Chinese components manufacturer CATL currently provides EV batteries to automakers like Ford and Tesla, but now the U.S. government is warning against relying on the company thanks to its ties with the Chinese military, reports Business Insider. In a new report, the manufacturer has been designated a Chinese military company by the Department of Defense:
CATL said in a statement that it “has never engaged in any military-related business or activities, so this designation by the Department of Defense is a mistake.”
CATL is by far the biggest player in the global battery industry, which is dominated by China. The Ningde-based company is thought to control about 37% of the world’s battery market, compared with the 17% held by the runner-up, BYD, a fellow Chinese firm.
As a result, CATL is a crucial supplier for numerous Chinese and Western EV manufacturers.
The Western EV makers that rely on CATL aren’t small players either, as Ford is currently licensing the company’s designs to produce batteries in Michigan and Bloomberg reports that Tesla is CATL’s largest customer.
The blacklist doesn’t bring with it any additional sanctions on Chinese companies, but it does “discourages U.S. firms from dealing” with any entity on the list, adds Bloomberg:
It’s an approach that risks backfiring on Washington, according to Kishore Mahbubani, Singapore’s former ambassador to the United Nations, who called the latest addition “unwise.”
“The whole world will move towards relying on Chinese companies for a whole range of products, including companies like Tencent and CATL,” said Mahbubani, who’s also the author of Has China Won?
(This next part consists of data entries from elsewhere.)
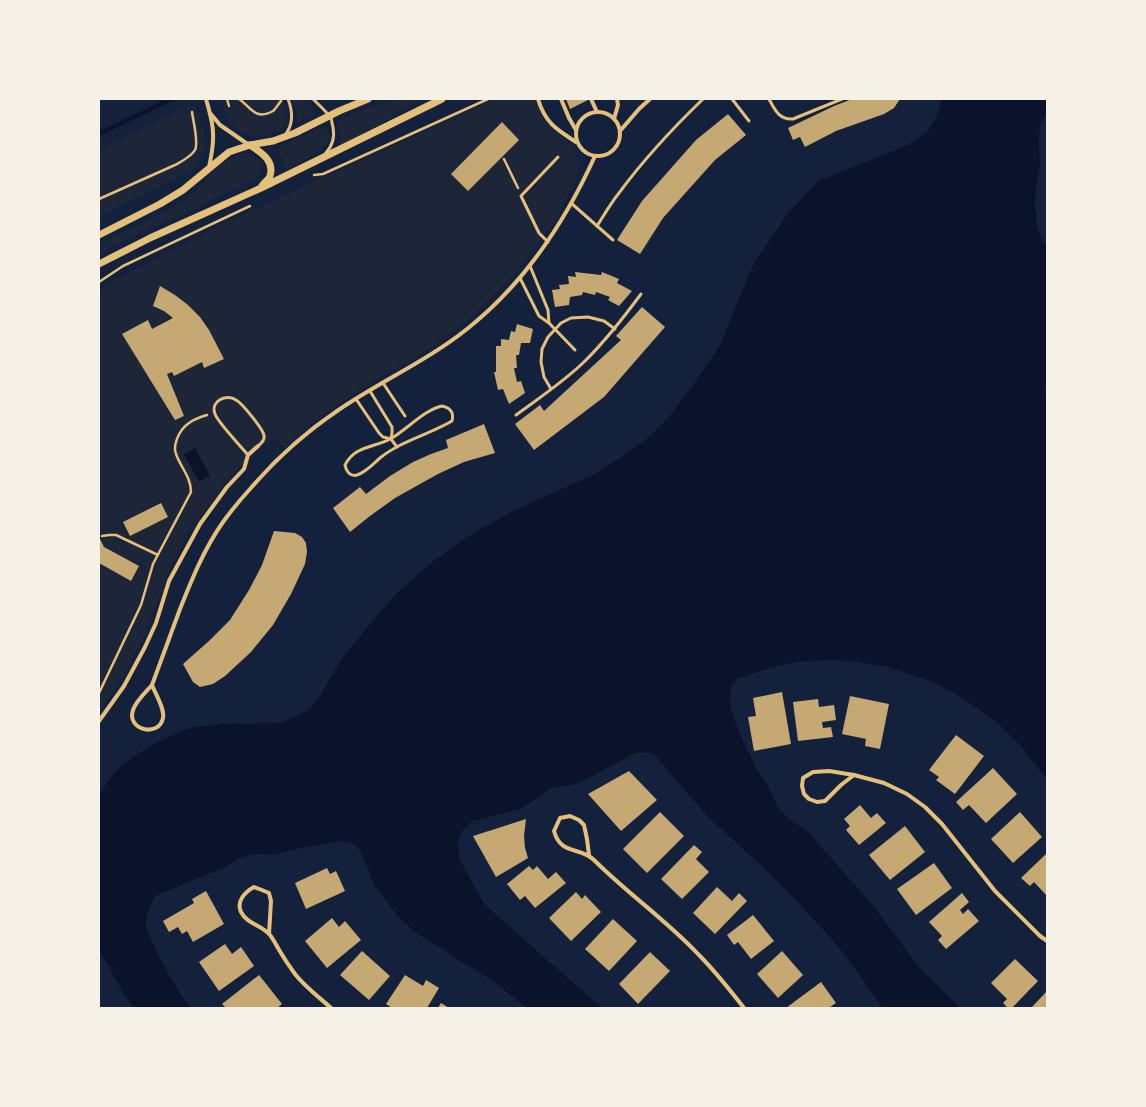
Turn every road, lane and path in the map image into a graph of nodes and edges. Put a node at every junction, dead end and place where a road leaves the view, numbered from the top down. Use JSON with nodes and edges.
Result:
{"nodes":[{"id":1,"x":206,"y":99,"type":"edge"},
{"id":2,"x":227,"y":99,"type":"edge"},
{"id":3,"x":239,"y":99,"type":"edge"},
{"id":4,"x":284,"y":99,"type":"edge"},
{"id":5,"x":288,"y":99,"type":"edge"},
{"id":6,"x":313,"y":99,"type":"edge"},
{"id":7,"x":368,"y":99,"type":"edge"},
{"id":8,"x":442,"y":99,"type":"edge"},
{"id":9,"x":488,"y":99,"type":"edge"},
{"id":10,"x":538,"y":99,"type":"edge"},
{"id":11,"x":561,"y":99,"type":"edge"},
{"id":12,"x":591,"y":99,"type":"edge"},
{"id":13,"x":617,"y":99,"type":"edge"},
{"id":14,"x":650,"y":99,"type":"edge"},
{"id":15,"x":703,"y":99,"type":"edge"},
{"id":16,"x":732,"y":99,"type":"edge"},
{"id":17,"x":768,"y":99,"type":"edge"},
{"id":18,"x":842,"y":99,"type":"edge"},
{"id":19,"x":229,"y":106,"type":"dead end"},
{"id":20,"x":192,"y":112,"type":"dead end"},
{"id":21,"x":210,"y":112,"type":"junction"},
{"id":22,"x":597,"y":112,"type":"junction"},
{"id":23,"x":329,"y":116,"type":"junction"},
{"id":24,"x":614,"y":118,"type":"junction"},
{"id":25,"x":749,"y":121,"type":"dead end"},
{"id":26,"x":576,"y":130,"type":"junction"},
{"id":27,"x":620,"y":131,"type":"junction"},
{"id":28,"x":282,"y":138,"type":"junction"},
{"id":29,"x":577,"y":142,"type":"junction"},
{"id":30,"x":250,"y":145,"type":"junction"},
{"id":31,"x":595,"y":156,"type":"junction"},
{"id":32,"x":558,"y":157,"type":"dead end"},
{"id":33,"x":319,"y":159,"type":"junction"},
{"id":34,"x":504,"y":159,"type":"dead end"},
{"id":35,"x":209,"y":169,"type":"junction"},
{"id":36,"x":308,"y":176,"type":"dead end"},
{"id":37,"x":261,"y":188,"type":"junction"},
{"id":38,"x":521,"y":196,"type":"junction"},
{"id":39,"x":99,"y":199,"type":"edge"},
{"id":40,"x":571,"y":203,"type":"junction"},
{"id":41,"x":255,"y":204,"type":"dead end"},
{"id":42,"x":597,"y":226,"type":"junction"},
{"id":43,"x":99,"y":234,"type":"edge"},
{"id":44,"x":613,"y":240,"type":"dead end"},
{"id":45,"x":548,"y":242,"type":"junction"},
{"id":46,"x":99,"y":264,"type":"edge"},
{"id":47,"x":530,"y":266,"type":"junction"},
{"id":48,"x":520,"y":278,"type":"junction"},
{"id":49,"x":99,"y":282,"type":"edge"},
{"id":50,"x":641,"y":294,"type":"dead end"},
{"id":51,"x":549,"y":323,"type":"junction"},
{"id":52,"x":555,"y":329,"type":"junction"},
{"id":53,"x":615,"y":329,"type":"junction"},
{"id":54,"x":575,"y":350,"type":"dead end"},
{"id":55,"x":383,"y":383,"type":"junction"},
{"id":56,"x":551,"y":389,"type":"junction"},
{"id":57,"x":370,"y":391,"type":"junction"},
{"id":58,"x":356,"y":399,"type":"junction"},
{"id":59,"x":214,"y":412,"type":"junction"},
{"id":60,"x":516,"y":415,"type":"dead end"},
{"id":61,"x":405,"y":416,"type":"dead end"},
{"id":62,"x":391,"y":439,"type":"junction"},
{"id":63,"x":258,"y":446,"type":"joint"},
{"id":64,"x":397,"y":447,"type":"junction"},
{"id":65,"x":248,"y":454,"type":"junction"},
{"id":66,"x":102,"y":536,"type":"dead end"},
{"id":67,"x":158,"y":555,"type":"junction"},
{"id":68,"x":152,"y":685,"type":"junction"},
{"id":69,"x":99,"y":694,"type":"edge"},
{"id":70,"x":99,"y":721,"type":"edge"},
{"id":71,"x":854,"y":775,"type":"junction"},
{"id":72,"x":589,"y":855,"type":"junction"},
{"id":73,"x":269,"y":934,"type":"junction"},
{"id":74,"x":1047,"y":941,"type":"edge"},
{"id":75,"x":331,"y":1008,"type":"edge"},
{"id":76,"x":744,"y":1008,"type":"edge"}],
"edges":[{"from":1,"to":21,"type":"street"},
{"from":2,"to":19,"type":"path"},
{"from":3,"to":4,"type":"path"},
{"from":5,"to":28,"type":"lane"},
{"from":6,"to":23,"type":"lane"},
{"from":7,"to":23,"type":"street"},
{"from":8,"to":33,"type":"street"},
{"from":9,"to":36,"type":"path"},
{"from":10,"to":29,"type":"street"},
{"from":11,"to":26,"type":"street"},
{"from":12,"to":22,"type":"street"},
{"from":13,"to":24,"type":"street"},
{"from":14,"to":27,"type":"street"},
{"from":15,"to":42,"type":"lane"},
{"from":16,"to":25,"type":"lane"},
{"from":17,"to":18,"type":"lane"},
{"from":20,"to":39,"type":"path"},
{"from":21,"to":30,"type":"street"},
{"from":21,"to":35,"type":"street"},
{"from":22,"to":24,"type":"street"},
{"from":22,"to":26,"type":"street"},
{"from":23,"to":28,"type":"street"},
{"from":23,"to":33,"type":"lane"},
{"from":24,"to":27,"type":"street"},
{"from":26,"to":29,"type":"street"},
{"from":27,"to":31,"type":"street"},
{"from":28,"to":30,"type":"street"},
{"from":29,"to":31,"type":"street"},
{"from":30,"to":35,"type":"street"},
{"from":30,"to":37,"type":"street"},
{"from":31,"to":40,"type":"street"},
{"from":32,"to":38,"type":"lane"},
{"from":33,"to":37,"type":"street"},
{"from":34,"to":38,"type":"path"},
{"from":35,"to":43,"type":"street"},
{"from":37,"to":46,"type":"street"},
{"from":38,"to":45,"type":"lane"},
{"from":40,"to":42,"type":"lane"},
{"from":40,"to":45,"type":"street"},
{"from":41,"to":49,"type":"path"},
{"from":42,"to":44,"type":"lane"},
{"from":45,"to":47,"type":"street"},
{"from":47,"to":48,"type":"street"},
{"from":47,"to":51,"type":"lane"},
{"from":48,"to":51,"type":"lane"},
{"from":48,"to":55,"type":"street"},
{"from":50,"to":53,"type":"lane"},
{"from":51,"to":52,"type":"lane"},
{"from":52,"to":53,"type":"lane"},
{"from":52,"to":54,"type":"lane"},
{"from":52,"to":56,"type":"lane"},
{"from":53,"to":56,"type":"lane"},
{"from":55,"to":57,"type":"street"},
{"from":55,"to":61,"type":"lane"},
{"from":56,"to":60,"type":"lane"},
{"from":57,"to":58,"type":"street"},
{"from":57,"to":62,"type":"lane"},
{"from":58,"to":62,"type":"lane"},
{"from":58,"to":68,"type":"street"},
{"from":59,"to":63,"type":"lane"},
{"from":59,"to":65,"type":"lane"},
{"from":59,"to":67,"type":"path"},
{"from":62,"to":64,"type":"lane"},
{"from":62,"to":64,"type":"lane"},
{"from":62,"to":64,"type":"lane"},
{"from":63,"to":65,"type":"street"},
{"from":65,"to":70,"type":"street"},
{"from":66,"to":67,"type":"path"},
{"from":67,"to":69,"type":"path"},
{"from":68,"to":68,"type":"street"},
{"from":71,"to":71,"type":"street"},
{"from":71,"to":74,"type":"street"},
{"from":72,"to":72,"type":"street"},
{"from":72,"to":76,"type":"street"},
{"from":73,"to":73,"type":"street"},
{"from":73,"to":75,"type":"street"}]}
“If the US tries to decouple from Chinese companies and their global reach, the US is not just decoupling from China,” Mahbubani said. “It is decoupling from the rest of the world, too.”
The battery maker has been added to the blacklist in the waning days of Joe Biden’s presidency and on the eve of Donald Trump’s return to the White House. The incoming president has made no secret of his ambition to cut America’s reliance on Chinese manufacturing and research when he takes office, which may lead to increased sanctions on any company that finds itself on the Pentagon’s list.
However, as Tesla boss Elon Musk is expected to find an advisory role in the new government, we’ll not hold our breath for any tough measures being implemented against CATL while Tesla stands to lose so much.
2nd Gear: Trump Has Already Put Honda Off Expanding EVs
If banned battery suppliers weren’t enough to put automakers off entering the EV space, then the incoming administration might be. Just hours after unveiling its next-generation electric vehicles, Japanese automaker Honda revealed that president-elect Donald Trump’s stance on EVs has made it hesitant to expand its offering in America.
The “Home Alone 2” actor has repeatedly called for an end to EV sales targets and support for EV buyers across America, which has reportedly hit Honda’s confidence in the future of electric cars. The automaker will reportedly be “cautious” in its approach to electrification, reports Reuters:
Honda Motor will be cautious about starting production of new electric vehicles due to uncertainty about President-elect Donald Trump’s industrial policy, a senior executive of the Japanese automaker said on Tuesday.
Honda Representative Executive Officer Noriya Kaihara said at the CES technology conference in Las Vegas that the company would also be cautious about producing batteries in Canada.
At CES, the second-biggest Japanese automaker earlier unveiled prototypes of upcoming Honda 0 electric cars, including a SUV model that will be introduced in the North American market in the first half of 2026.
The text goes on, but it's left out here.